Blue Dolphin Energy Company announced today that it has entered into an
agreement with certain accredited investors and directors for the placement of
promissory notes in an aggregate principal amount of $750,000 and 2.8 million
warrants, at a price of $0.003 per warrant, to purchase shares of the Company's
common stock. The sale of the promissory notes and the first tranche of 1.25
million warrants closed on September 8, 2004, and the second tranche of 1.55
million warrants is subject to stockholder approval, as well as customary
closing conditions. The Company intends to hold a special meeting of its
stockholders as soon as practicable to vote on, among other matters, the
issuance of the second tranche of warrants.

The warrants have an exercise price of $0.25 per share and expire five years
after their date of issuance. The promissory notes mature on December 7, 2004,
and accrue interest at a rate of 12% per annum, of which 4% is payable monthly
and 8% is payable at maturity. The promissory notes are secured by a second lien
on the Company's Blue Dolphin Pipeline System. The maturity date of the
promissory notes will be extended to September 7, 2005, if the Company's
stockholders approve the issuance of the second tranche of warrants. In
connection with this transaction, the directors, certain officers and a large
stockholder, who combined represent approximately 41% of the Company's issued
and outstanding common stock, have agreed to vote in favor of the issuance of
the warrants in the second tranche, among other matters, pursuant to a voting
agreement.

Pursuant to the terms of the agreement, the Company appointed F. Gardner Parker
and Laurence N. Benz to its board of directors and has agreed to grant each of,
subject to stockholder approval, Messrs. Parker and Benz and Michael S.
Chadwick, an existing director, warrants to acquire 100,000 shares of the
Company's common stock with an exercise price of $0.25 per share and a term of
five years. Messrs. Parker and Benz each purchased a promissory note in the
aggregate principal amount of $25,000. Mr. Parker purchased 41,663 warrants, and
will purchase, subject to stockholder approval, 341,665 warrants in the second
tranche. Mr. Benz purchased 41,667 warrants, and will purchase subject to
stockholder approval, 41,667 warrants in the second tranche. Mr. Chadwick
purchased a promissory note in the aggregate principal amount of $12,500,
purchased 20,833 warrants, and will purchase, subject to stockholder approval,
20,834 warrants in the second tranche.

Mr. Chadwick is also a Senior Vice President and a Managing Director of Sanders
Morris Harris Group, Inc.

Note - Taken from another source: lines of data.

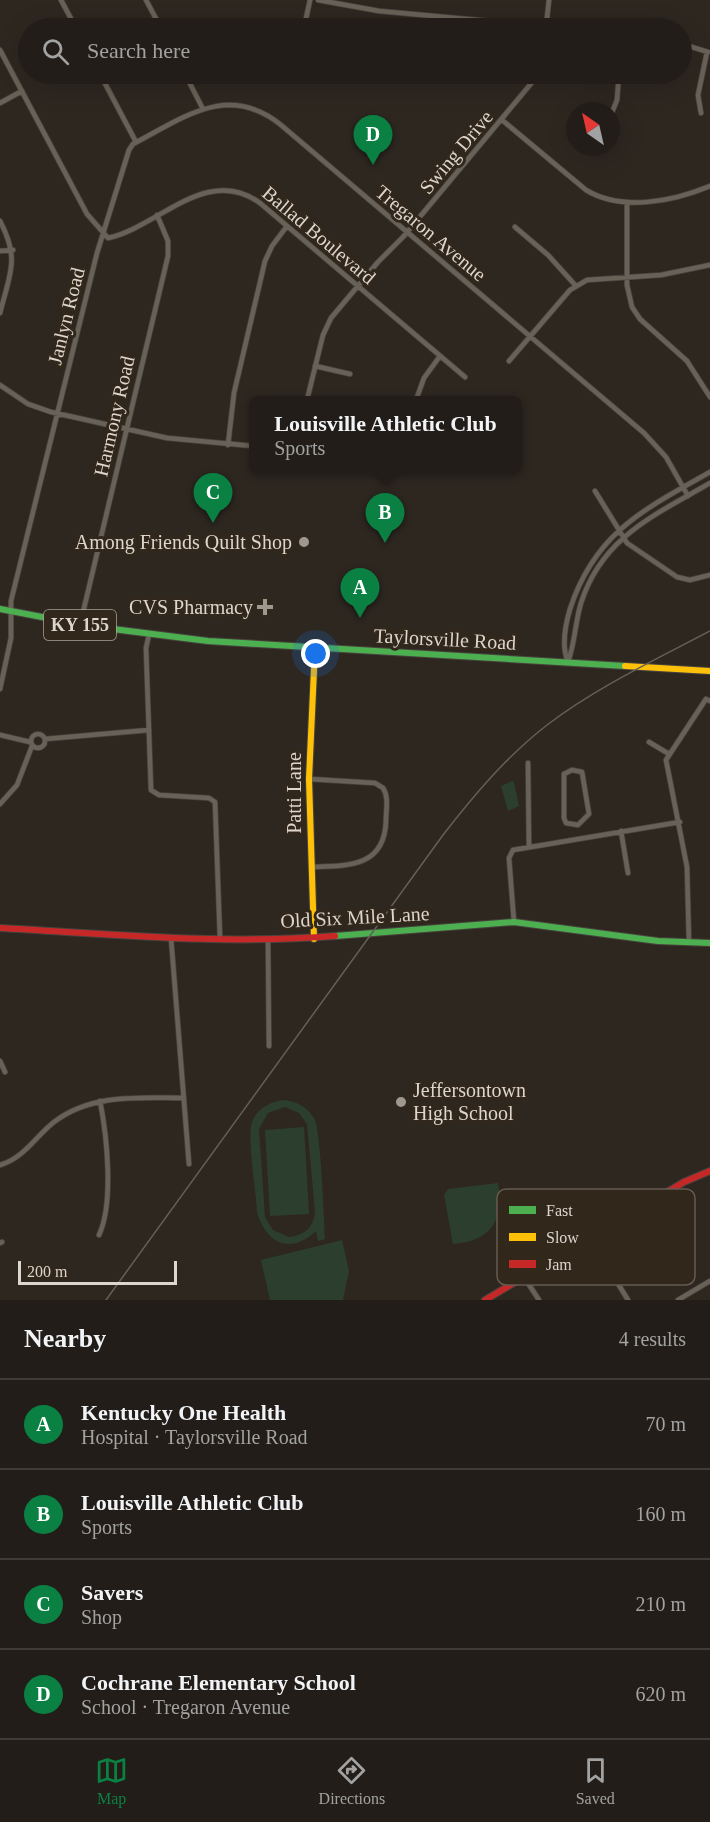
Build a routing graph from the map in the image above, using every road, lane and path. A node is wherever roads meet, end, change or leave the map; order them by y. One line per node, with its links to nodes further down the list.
1 (61, 0): 6 (street)
2 (146, 0): 7 (street)
3 (310, 0): 8 (street)
4 (318, 0): 9 (street)
5 (549, 0): 10 (street)
6 (71, 18)
7 (156, 18)
8 (306, 18)
9 (448, 18)
10 (547, 18)
11 (692, 47): 13 (street)
12 (0, 50): 15 (street)
13 (709, 52): 24 (street)
14 (18, 84): 20 (street)
15 (18, 84)
16 (105, 84): 26 (street)
17 (190, 84): 23 (street)
18 (531, 84): 25 (street, Swing Drive)
19 (618, 84): 21 (street)
20 (22, 91): 22 (street); 34 (street)
21 (615, 102)
22 (0, 103)
23 (203, 109): 26 (street, Tregaron Avenue); 33 (street, Tregaron Avenue)
24 (701, 113)
25 (502, 120): 28 (street); 33 (street, Swing Drive)
26 (136, 142): 34 (street)
27 (710, 186): 28 (street)
28 (627, 202): 38 (street)
29 (157, 215): 31 (street, Ballad Boulevard); 34 (street, Ballad Boulevard); 53 (street, Harmony Road)
30 (0, 221): 35 (street)
31 (287, 226): 39 (street, Ballad Boulevard); 54 (street)
32 (515, 227): 40 (street)
33 (407, 232): 39 (street, Swing Drive); 42 (street, Tregaron Avenue)
34 (103, 233): 52 (street, Janlyn Road)
35 (13, 250): 36 (street); 41 (street)
36 (0, 252)
37 (710, 265): 38 (street)
38 (627, 276): 40 (street); 51 (street)
39 (357, 286): 43 (street, Ballad Boulevard); 45 (street, Swing Drive)
40 (576, 286): 42 (street)
41 (0, 313)
42 (530, 336): 44 (street); 58 (street, Tregaron Avenue)
43 (440, 356): 47 (street, Ballad Boulevard); 50 (street)
44 (509, 361)
45 (315, 366): 46 (street); 49 (street, Swing Drive)
46 (350, 374)
47 (465, 377)
48 (0, 385): 52 (street)
49 (308, 396)
50 (417, 396)
51 (710, 397)
52 (57, 414): 53 (street); 65 (street, Janlyn Road)
53 (126, 430): 54 (street); 66 (street, Harmony Road)
54 (228, 445): 55 (street)
55 (249, 446)
56 (710, 472): 58 (street)
57 (710, 483): 60 (street)
58 (683, 487): 60 (street, Tregaron Avenue); 61 (street)
59 (595, 490): 61 (street)
60 (688, 496): 62 (street)
61 (618, 529): 62 (street); 69 (street)
62 (623, 537): 63 (street); 69 (street)
63 (710, 575)
64 (0, 609): 65 (street, Taylorsville Road / KY 155)
65 (11, 612): 66 (street, Taylorsville Road / KY 155); 71 (street, Janlyn Road)
66 (80, 625): 67 (street, Taylorsville Road / KY 155)
67 (149, 635): 68 (street, Taylorsville Road / KY 155); 73 (street)
68 (315, 648): 69 (street, Taylorsville Road / KY 155); 80 (street, Patti Lane)
69 (568, 662): 70 (street, Taylorsville Road / KY 155)
70 (710, 671)
71 (0, 689)
72 (710, 701): 78 (street)
73 (149, 730): 75 (street); 92 (street)
74 (0, 735): 77 (street)
75 (45, 739): 77 (street); 77 (street)
76 (649, 742): 78 (street)
77 (31, 744): 81 (street)
78 (669, 754): 82 (street)
79 (528, 763): 86 (street)
80 (309, 780): 87 (street, Patti Lane); 87 (street)
81 (0, 804)
82 (680, 822): 84 (street); 95 (street)
83 (578, 825): 83 (street); 85 (street)
84 (621, 831): 85 (street); 88 (street)
85 (581, 838): 86 (street)
86 (526, 847): 89 (street)
87 (311, 867): 94 (street, Patti Lane)
88 (628, 873)
89 (514, 922): 94 (street, Old Six Mile Lane); 95 (street, Old Six Mile Lane)
90 (0, 928): 91 (street, Old Six Mile Lane)
91 (171, 938): 92 (street, Old Six Mile Lane); 100 (street)
92 (220, 938): 93 (street, Old Six Mile Lane)
93 (267, 939): 94 (street, Old Six Mile Lane); 97 (street)
94 (314, 939)
95 (689, 943): 96 (street, Old Six Mile Lane)
96 (710, 943)
97 (269, 1046)
98 (0, 1061): 99 (street)
99 (5, 1072)
100 (184, 1098): 101 (street); 102 (street)
101 (100, 1101): 103 (street); 106 (street)
102 (189, 1164)
103 (0, 1165)
104 (710, 1171): 105 (street)
105 (672, 1189)
106 (99, 1235)
107 (710, 1281): 114 (street)
108 (509, 1285): 111 (street)
109 (530, 1285): 112 (street)
110 (619, 1285): 113 (street)
111 (484, 1300)
112 (539, 1300)
113 (628, 1300)
114 (678, 1300)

Several of the other investors that purchased
securities in this placement are also affiliates of Sanders Morris Harris.
Additionally, the Company paid Sanders Morris Harris a $25,000 fee in connection
with this transaction and has agreed to retain Sanders Morris Harris as a
financial advisor to identify strategic acquisition opportunities and assist the
Company in evaluating and negotiating the terms of potential strategic
transactions. In connection with its engagement, Sanders Morris Harris will
assist the Company in formulating, evaluating and implementing possible
alternatives for enhancing stockholder value.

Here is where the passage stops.